The Headbutt

Our class’s (often intense) refusal of or disinterest in Flarf kept on returning to me as I read for this week, especially in light of the general acclaim for Rankine’s Citizen. While she uses similar techniques, and even had poems anthologized in Against Expression, her work uses these techniques like quotation to very different ends. While Flarf might be imagining the ways in which the white-collar labor class has been controlled, managed, and exploited, the poems we read did not seem to engage with embodiment, a theme that has emerged in our class, as much as materiality—the materiality of paper or of words, shuffled and googled. Anthony Reed writes that the postlyric operates in the “vertigo” created by being confronted with “the [surplus] appearance of black bodies where they are not expected” (107). Where Black “originality” is being consumed as labor or as entertainment, the vertigo of being confronted with the Black body creates a space for a postlyric that plays between embodiment, the social, and the personal. The Situations videos and the art/media images throughout Citizen force an engagement with bodies, in particular the “surplus” Black body. I wonder if the Flarf we read often did not seem powerful or interesting because it lacked an engagement with embodiment?
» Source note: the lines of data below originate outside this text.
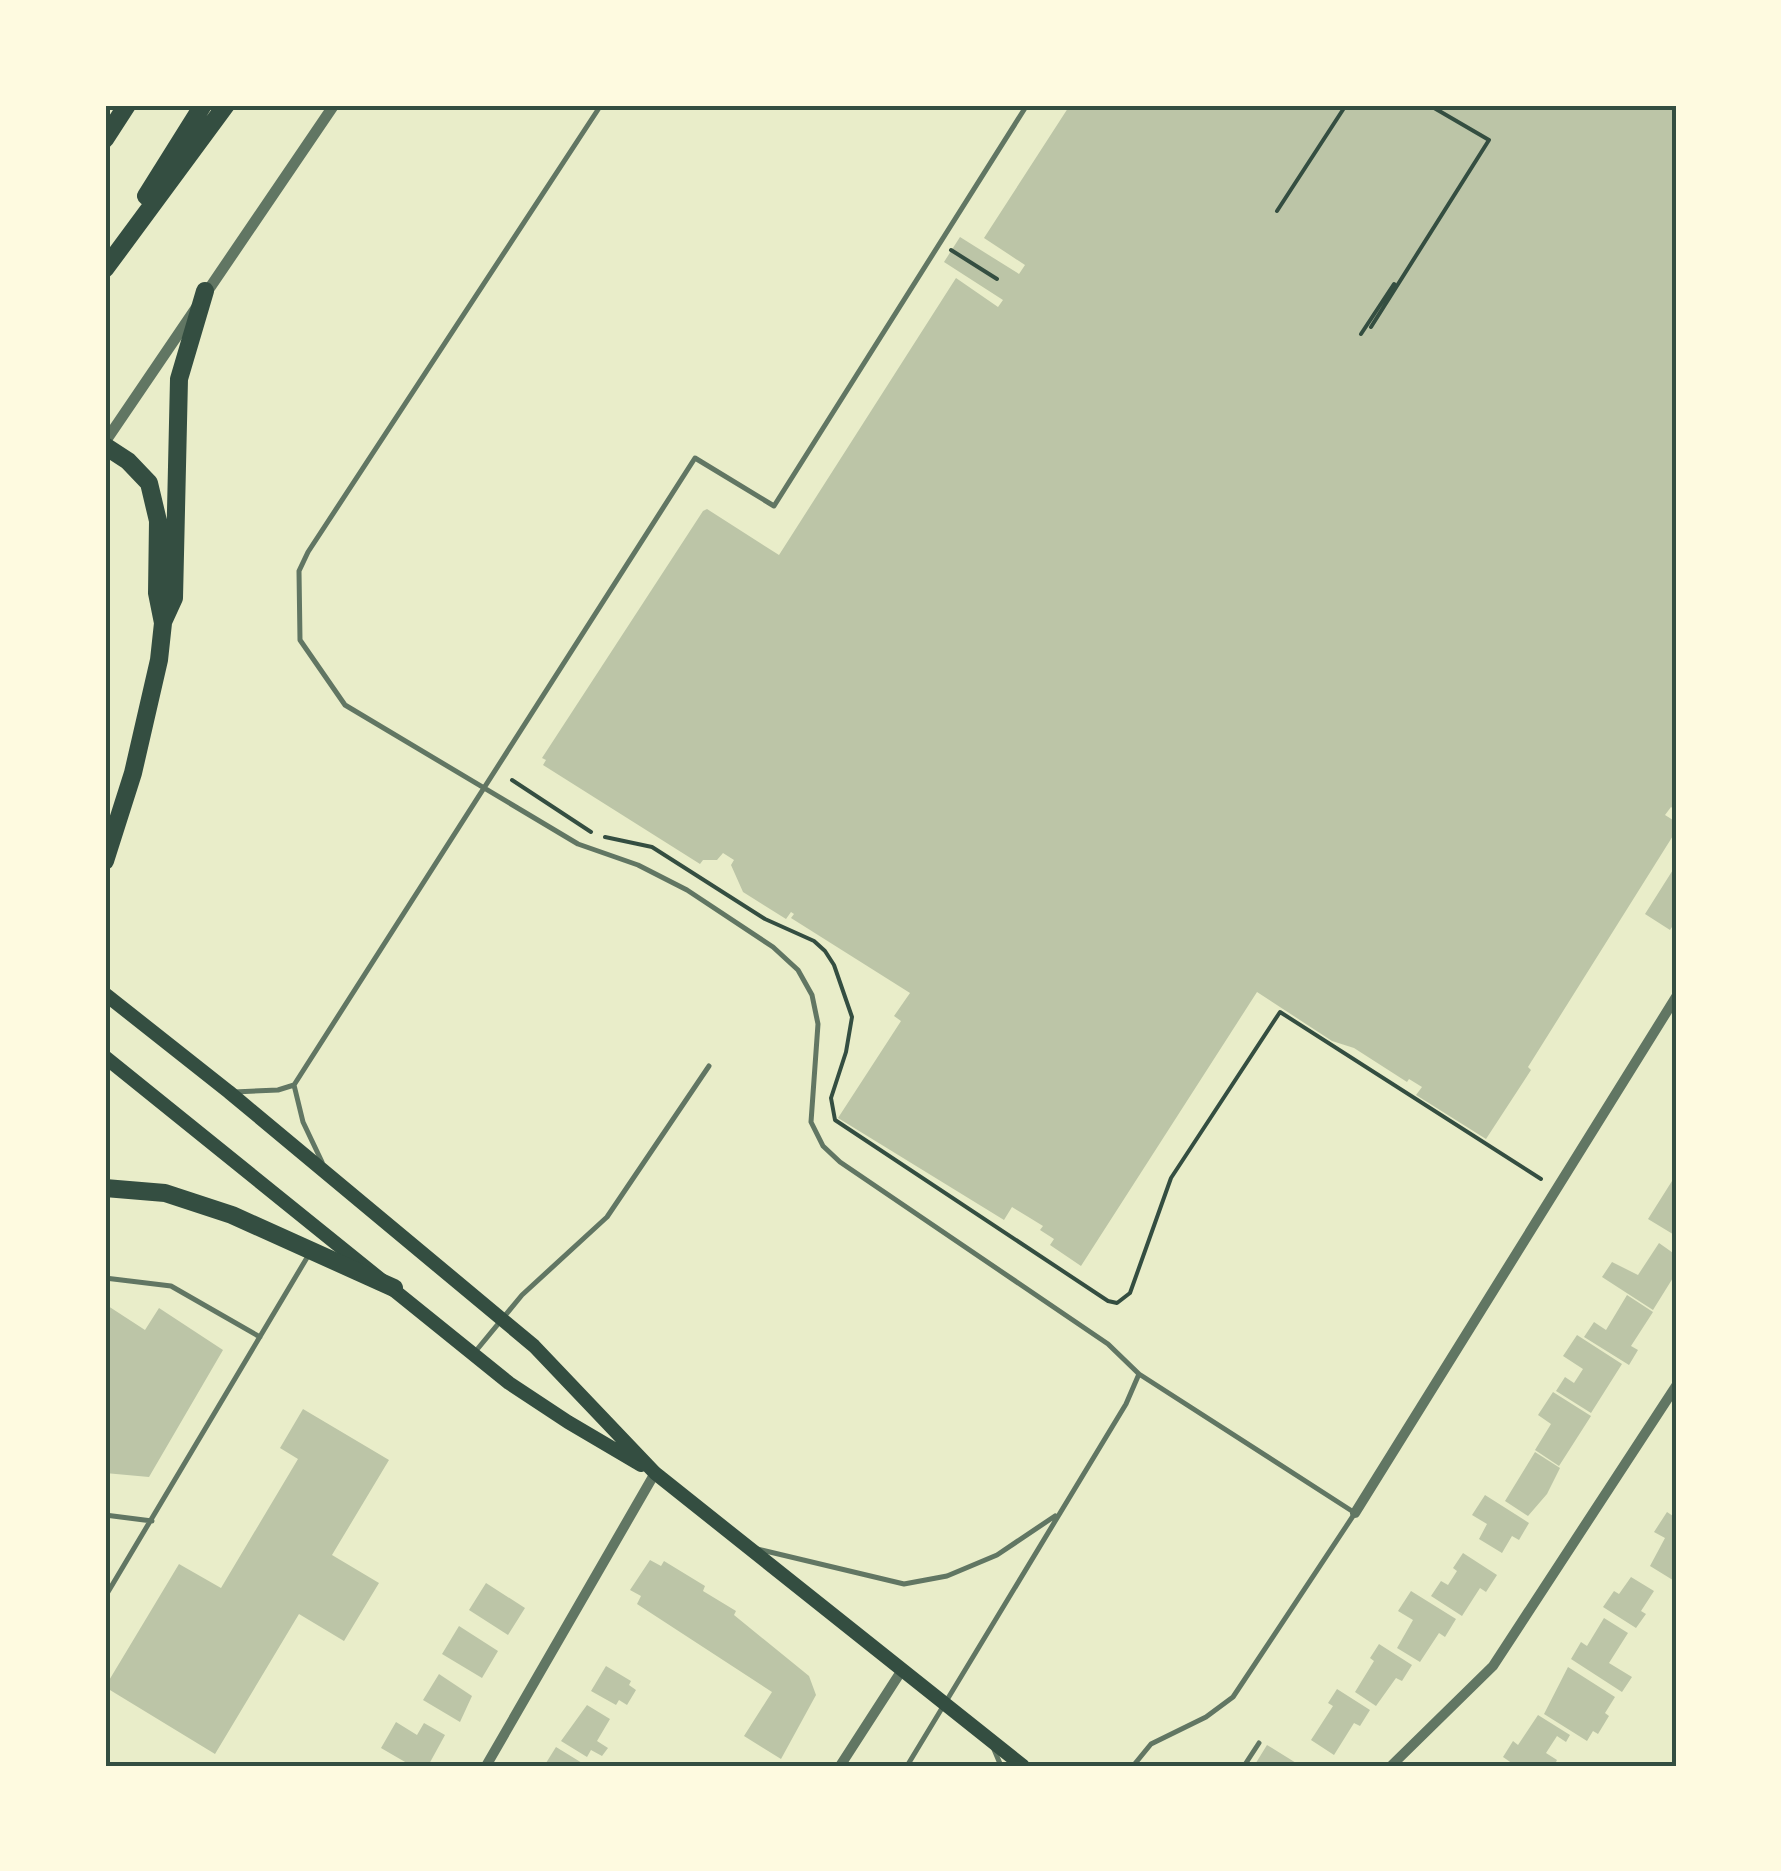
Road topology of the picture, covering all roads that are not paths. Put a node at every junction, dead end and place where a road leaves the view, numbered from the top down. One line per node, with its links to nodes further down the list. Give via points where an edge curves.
1 (127, 105): 7 (highway)
2 (203, 105): 8 (highway)
3 (226, 105): 9 (highway)
4 (334, 105): 10 (street)
5 (602, 105): 13 (lane, via 299,572 300,640 344,705)
6 (1028, 105): 13 (lane, via 774,506 695,458)
7 (105, 140)
8 (105, 260)
9 (105, 268)
10 (205, 291): 11 (street); 12 (highway, via 179,379 174,598)
11 (105, 444): 12 (highway, via 150,483)
12 (163, 622): 14 (highway, via 133,772)
13 (485, 790): 19 (lane); 29 (lane, via 578,844 687,890 798,970 818,1024 810,1108 823,1146 1108,1344)
14 (105, 861)
15 (105, 994): 20 (main road)
16 (1676, 997): 32 (street)
17 (105, 1058): 25 (main road)
18 (709, 1066): 26 (lane, via 607,1217)
19 (294, 1085): 20 (lane); 21 (lane)
20 (229, 1092): 21 (main road)
21 (328, 1174): 26 (main road)
22 (105, 1188): 23 (highway, via 165,1193)
23 (312, 1250): 25 (highway); 27 (lane)
24 (105, 1278): 27 (lane, via 171,1286)
25 (394, 1288): 28 (main road)
26 (502, 1320): 28 (lane); 31 (main road)
27 (260, 1337): 35 (lane)
28 (473, 1354): 31 (main road)
29 (1139, 1374): 32 (lane); 34 (lane)
30 (1676, 1386): 48 (street, via 1493,1666)
31 (655, 1473): 36 (main road); 41 (street)
32 (1355, 1513): 46 (lane, via 1233,1697 1151,1744)
33 (105, 1514): 35 (lane)
34 (1057, 1514): 36 (lane, via 997,1554 947,1576 904,1584); 43 (lane)
35 (152, 1521): 37 (lane)
36 (747, 1546): 38 (main road)
37 (105, 1597)
38 (902, 1670): 39 (main road); 42 (street)
39 (990, 1740): 44 (lane); 45 (main road)
40 (1259, 1743): 47 (lane)
41 (486, 1766)
42 (840, 1766)
43 (908, 1766)
44 (1002, 1766)
45 (1023, 1766)
46 (1133, 1766)
47 (1244, 1766)
48 (1390, 1766)

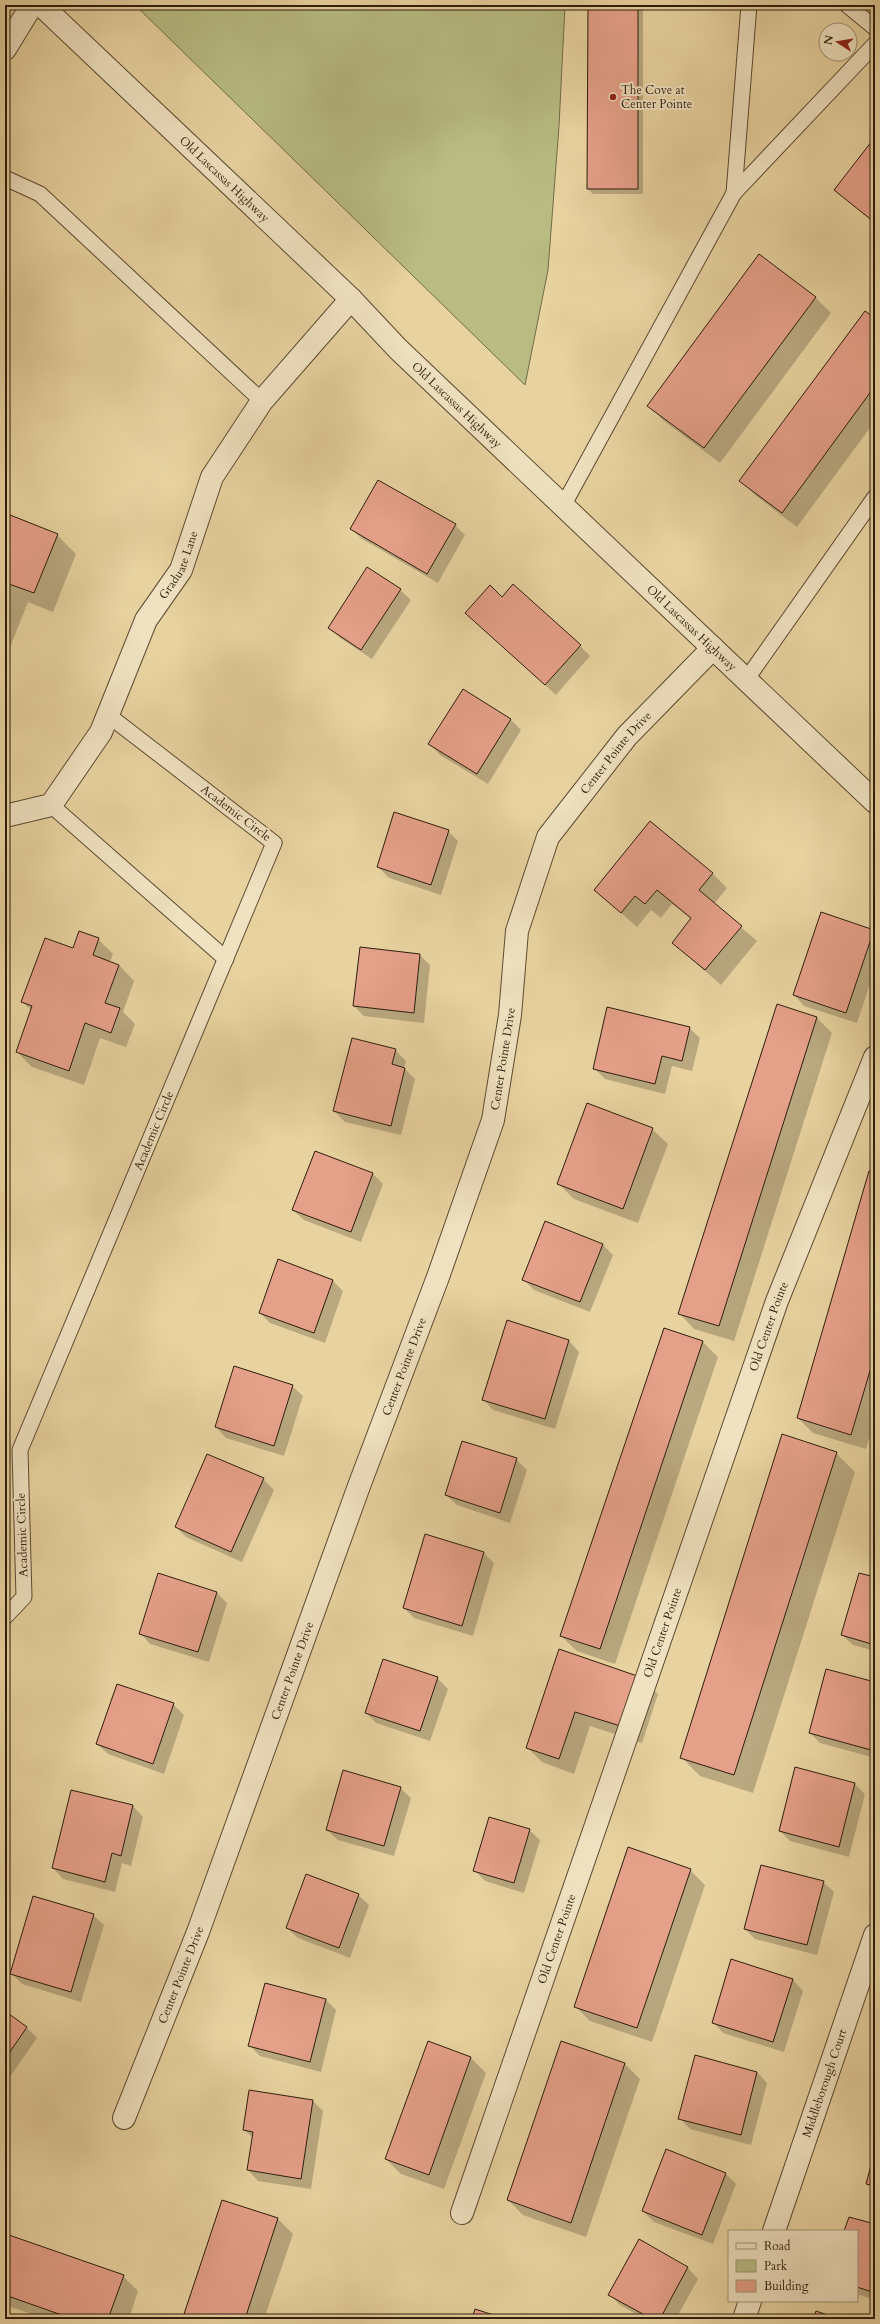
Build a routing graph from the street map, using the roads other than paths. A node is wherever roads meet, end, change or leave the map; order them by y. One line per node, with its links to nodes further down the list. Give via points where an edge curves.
1 (32, 5): 7 (street)
2 (41, 5): 10 (street, Old Lascassas Highway)
3 (749, 5): 9 (lane)
4 (847, 5): 5 (lane)
5 (875, 28)
6 (875, 44): 9 (lane)
7 (5, 49)
8 (5, 178): 11 (lane, via 40,194)
9 (734, 193): 13 (lane)
10 (351, 299): 11 (street, Graduate Lane); 13 (street, Old Lascassas Highway, via 404,354)
11 (262, 401): 16 (street, Graduate Lane, via 212,477 180,570 146,620)
12 (875, 497): 15 (lane)
13 (563, 506): 14 (street, Old Lascassas Highway)
14 (713, 648): 15 (street, Old Lascassas Highway); 24 (street, Center Pointe Drive, via 627,736 548,837 517,931 510,1015 493,1120 198,1932)
15 (746, 680): 17 (street, Old Lascassas Highway)
16 (108, 715): 18 (street, Graduate Lane, via 101,732); 20 (lane, Academic Circle, via 274,843)
17 (875, 802)
18 (51, 805): 19 (street); 20 (lane)
19 (5, 816)
20 (226, 959): 22 (lane, Academic Circle, via 20,1450 24,1597)
21 (875, 1057): 25 (street, Old Center Pointe, via 777,1301)
22 (5, 1617)
23 (875, 1935): 26 (street, Middleborough Court)
24 (124, 2118)
25 (462, 2213)
26 (774, 2230)
27 (750, 2302): 28 (street)
28 (744, 2319)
Looking in particular at Rankine’s World Cup Situations script/poem (pg 120), I’m interested in the differences between this script and the other Situations texts presented in the book, which are typographically more straightforward, and in the close relationship between the text and the video, where stills of the insult and headbutt proliferate across the page, rhyming with the slow-motion visuals of the video. Here citation—of Zidane, Ellison, and Fanon, to name a few—is placed alongside images of bodies in motion and in relation, as the players speak to each other, move toward each other, and ultimately Zidane hits the other, striking him to the ground. With the insertion of these stills, words like “But at this moment—from whence came the spirit I don’t know—I resolved to fight; and, suiting my action to the resolution…” (a citation of Frederick Douglass), followed by the stills of Zidane headbutting Materazzi, animate the stills, as the images follow and respond to the words.  Rankine’s “script” enacts the interplay of script and performance, words and embodiment, turning the vertigo of being confronted with the “surplus” of Blackness into a headlong charge. She writes (that James Baldwin writes), “The rebuttal assumes an original form./This endless struggle to achieve and reveal and confirm a human identity, human authority, contains, for all its horror, something very beautiful” (128). The play of “rebuttal” and “headbutt” asks the reader to find the beauty in the “endless struggle,” in one body crashing against another, in “the living motion” (128).